- **YOUR TASK**
Every line of the material is to be quoted verbatim, minus the pictures.

- **DATA TO EXAMINE**
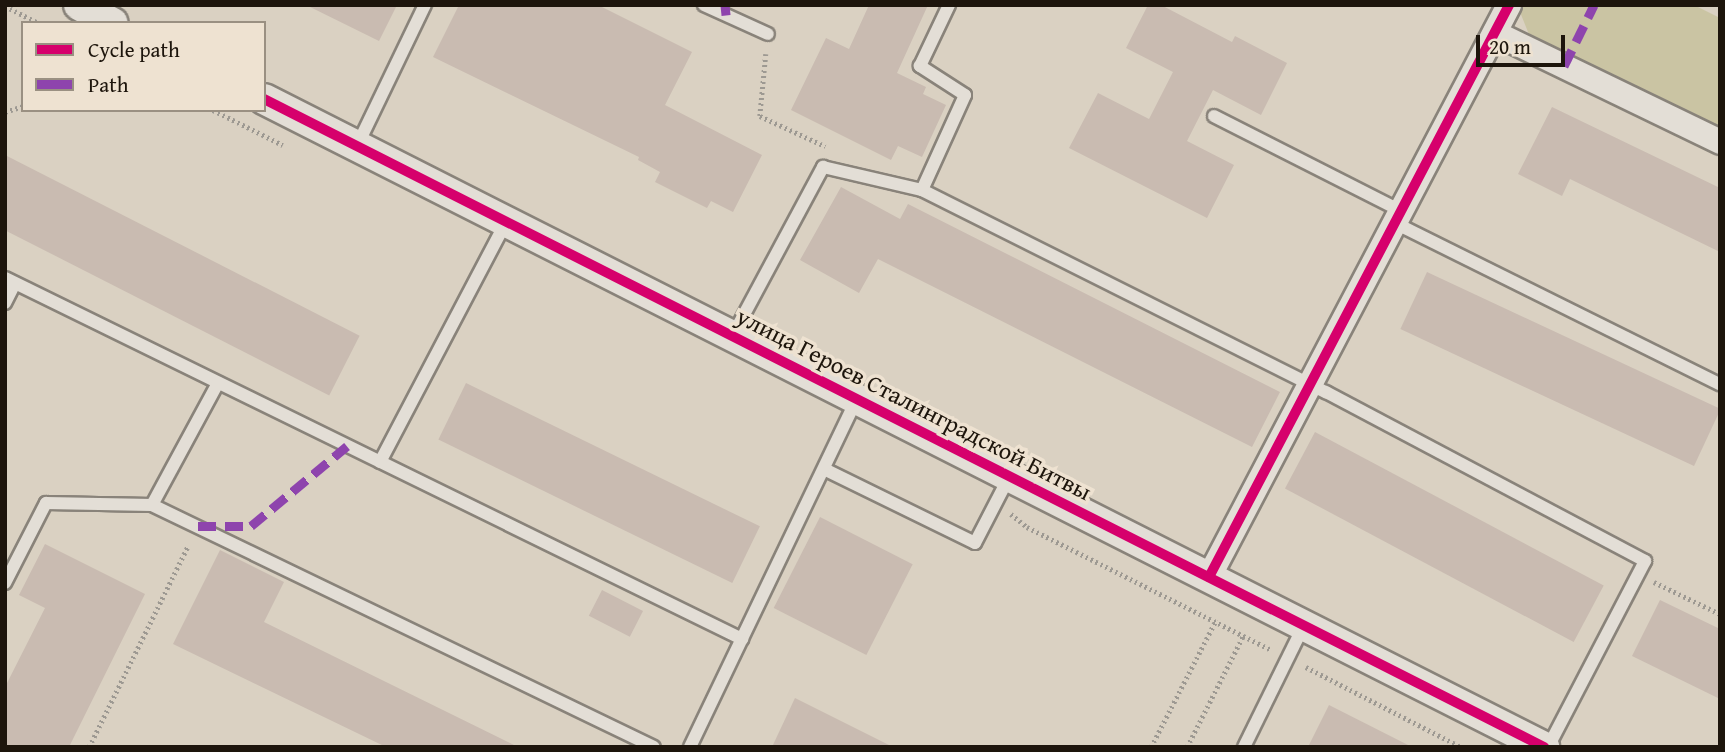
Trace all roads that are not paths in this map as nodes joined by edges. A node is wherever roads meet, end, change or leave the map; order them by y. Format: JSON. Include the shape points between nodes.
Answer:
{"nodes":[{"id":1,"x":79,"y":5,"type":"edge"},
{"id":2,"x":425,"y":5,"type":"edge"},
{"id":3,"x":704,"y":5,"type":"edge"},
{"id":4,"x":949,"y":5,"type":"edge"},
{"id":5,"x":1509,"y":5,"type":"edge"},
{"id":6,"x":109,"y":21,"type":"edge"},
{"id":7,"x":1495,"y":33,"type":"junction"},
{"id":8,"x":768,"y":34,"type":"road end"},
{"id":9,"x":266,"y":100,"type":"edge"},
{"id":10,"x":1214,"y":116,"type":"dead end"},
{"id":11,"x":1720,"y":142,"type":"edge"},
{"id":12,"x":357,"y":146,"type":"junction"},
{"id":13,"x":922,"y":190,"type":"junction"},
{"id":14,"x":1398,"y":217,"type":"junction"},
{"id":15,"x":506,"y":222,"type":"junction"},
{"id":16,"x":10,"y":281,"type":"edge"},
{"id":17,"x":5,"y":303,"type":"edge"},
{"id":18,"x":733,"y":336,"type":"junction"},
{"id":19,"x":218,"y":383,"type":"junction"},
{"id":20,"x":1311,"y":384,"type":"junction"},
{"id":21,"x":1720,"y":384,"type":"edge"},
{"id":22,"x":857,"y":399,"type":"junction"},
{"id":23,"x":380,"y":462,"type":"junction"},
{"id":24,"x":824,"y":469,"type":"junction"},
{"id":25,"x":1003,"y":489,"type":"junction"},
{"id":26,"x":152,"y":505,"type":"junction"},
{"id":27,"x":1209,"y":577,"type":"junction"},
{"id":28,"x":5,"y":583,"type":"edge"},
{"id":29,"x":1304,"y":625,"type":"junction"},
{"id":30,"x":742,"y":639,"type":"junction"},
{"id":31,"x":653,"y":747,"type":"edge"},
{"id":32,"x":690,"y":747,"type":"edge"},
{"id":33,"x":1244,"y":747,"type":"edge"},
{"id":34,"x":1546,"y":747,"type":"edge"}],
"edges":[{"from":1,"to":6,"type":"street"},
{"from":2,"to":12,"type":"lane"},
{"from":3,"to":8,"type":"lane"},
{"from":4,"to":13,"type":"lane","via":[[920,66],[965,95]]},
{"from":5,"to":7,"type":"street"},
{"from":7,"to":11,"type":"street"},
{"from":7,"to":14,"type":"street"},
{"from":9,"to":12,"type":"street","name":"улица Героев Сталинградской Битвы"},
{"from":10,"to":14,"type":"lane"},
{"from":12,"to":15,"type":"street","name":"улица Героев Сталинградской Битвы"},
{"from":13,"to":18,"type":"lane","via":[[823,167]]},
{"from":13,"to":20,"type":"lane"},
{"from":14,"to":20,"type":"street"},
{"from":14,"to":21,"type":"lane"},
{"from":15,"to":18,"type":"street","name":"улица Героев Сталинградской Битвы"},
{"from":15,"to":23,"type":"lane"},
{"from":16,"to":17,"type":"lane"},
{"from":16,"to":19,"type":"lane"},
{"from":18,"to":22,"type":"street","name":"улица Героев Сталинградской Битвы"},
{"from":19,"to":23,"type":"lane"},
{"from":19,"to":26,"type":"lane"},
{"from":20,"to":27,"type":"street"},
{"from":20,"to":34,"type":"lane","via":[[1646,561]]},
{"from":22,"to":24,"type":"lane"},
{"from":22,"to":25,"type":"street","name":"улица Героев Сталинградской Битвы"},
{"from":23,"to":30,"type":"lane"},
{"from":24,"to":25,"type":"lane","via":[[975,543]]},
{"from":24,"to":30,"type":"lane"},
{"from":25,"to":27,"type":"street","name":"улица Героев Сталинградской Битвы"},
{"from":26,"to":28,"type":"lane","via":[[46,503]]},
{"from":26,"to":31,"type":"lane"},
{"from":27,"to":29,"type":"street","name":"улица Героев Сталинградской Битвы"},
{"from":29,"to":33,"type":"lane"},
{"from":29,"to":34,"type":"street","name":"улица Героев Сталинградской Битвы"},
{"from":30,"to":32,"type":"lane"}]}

- **YOUR SOLUTION**
Trace all roads that are not paths in this map as nodes joined by edges. A node is wherever roads meet, end, change or leave the map; order them by y. Format: JSON. Include the shape points between nodes.
Answer:
{"nodes":[{"id":1,"x":79,"y":5,"type":"edge"},
{"id":2,"x":425,"y":5,"type":"edge"},
{"id":3,"x":704,"y":5,"type":"edge"},
{"id":4,"x":949,"y":5,"type":"edge"},
{"id":5,"x":1509,"y":5,"type":"edge"},
{"id":6,"x":109,"y":21,"type":"edge"},
{"id":7,"x":1495,"y":33,"type":"junction"},
{"id":8,"x":768,"y":34,"type":"road end"},
{"id":9,"x":266,"y":100,"type":"edge"},
{"id":10,"x":1214,"y":116,"type":"dead end"},
{"id":11,"x":1720,"y":142,"type":"edge"},
{"id":12,"x":357,"y":146,"type":"junction"},
{"id":13,"x":922,"y":190,"type":"junction"},
{"id":14,"x":1398,"y":217,"type":"junction"},
{"id":15,"x":506,"y":222,"type":"junction"},
{"id":16,"x":10,"y":281,"type":"edge"},
{"id":17,"x":5,"y":303,"type":"edge"},
{"id":18,"x":733,"y":336,"type":"junction"},
{"id":19,"x":218,"y":383,"type":"junction"},
{"id":20,"x":1311,"y":384,"type":"junction"},
{"id":21,"x":1720,"y":384,"type":"edge"},
{"id":22,"x":857,"y":399,"type":"junction"},
{"id":23,"x":380,"y":462,"type":"junction"},
{"id":24,"x":824,"y":469,"type":"junction"},
{"id":25,"x":1003,"y":489,"type":"junction"},
{"id":26,"x":152,"y":505,"type":"junction"},
{"id":27,"x":1209,"y":577,"type":"junction"},
{"id":28,"x":5,"y":583,"type":"edge"},
{"id":29,"x":1304,"y":625,"type":"junction"},
{"id":30,"x":742,"y":639,"type":"junction"},
{"id":31,"x":653,"y":747,"type":"edge"},
{"id":32,"x":690,"y":747,"type":"edge"},
{"id":33,"x":1244,"y":747,"type":"edge"},
{"id":34,"x":1546,"y":747,"type":"edge"}],
"edges":[{"from":1,"to":6,"type":"street"},
{"from":2,"to":12,"type":"lane"},
{"from":3,"to":8,"type":"lane"},
{"from":4,"to":13,"type":"lane","via":[[920,66],[965,95]]},
{"from":5,"to":7,"type":"street"},
{"from":7,"to":11,"type":"street"},
{"from":7,"to":14,"type":"street"},
{"from":9,"to":12,"type":"street","name":"улица Героев Сталинградской Битвы"},
{"from":10,"to":14,"type":"lane"},
{"from":12,"to":15,"type":"street","name":"улица Героев Сталинградской Битвы"},
{"from":13,"to":18,"type":"lane","via":[[823,167]]},
{"from":13,"to":20,"type":"lane"},
{"from":14,"to":20,"type":"street"},
{"from":14,"to":21,"type":"lane"},
{"from":15,"to":18,"type":"street","name":"улица Героев Сталинградской Битвы"},
{"from":15,"to":23,"type":"lane"},
{"from":16,"to":17,"type":"lane"},
{"from":16,"to":19,"type":"lane"},
{"from":18,"to":22,"type":"street","name":"улица Героев Сталинградской Битвы"},
{"from":19,"to":23,"type":"lane"},
{"from":19,"to":26,"type":"lane"},
{"from":20,"to":27,"type":"street"},
{"from":20,"to":34,"type":"lane","via":[[1646,561]]},
{"from":22,"to":24,"type":"lane"},
{"from":22,"to":25,"type":"street","name":"улица Героев Сталинградской Битвы"},
{"from":23,"to":30,"type":"lane"},
{"from":24,"to":25,"type":"lane","via":[[975,543]]},
{"from":24,"to":30,"type":"lane"},
{"from":25,"to":27,"type":"street","name":"улица Героев Сталинградской Битвы"},
{"from":26,"to":28,"type":"lane","via":[[46,503]]},
{"from":26,"to":31,"type":"lane"},
{"from":27,"to":29,"type":"street","name":"улица Героев Сталинградской Битвы"},
{"from":29,"to":33,"type":"lane"},
{"from":29,"to":34,"type":"street","name":"улица Героев Сталинградской Битвы"},
{"from":30,"to":32,"type":"lane"}]}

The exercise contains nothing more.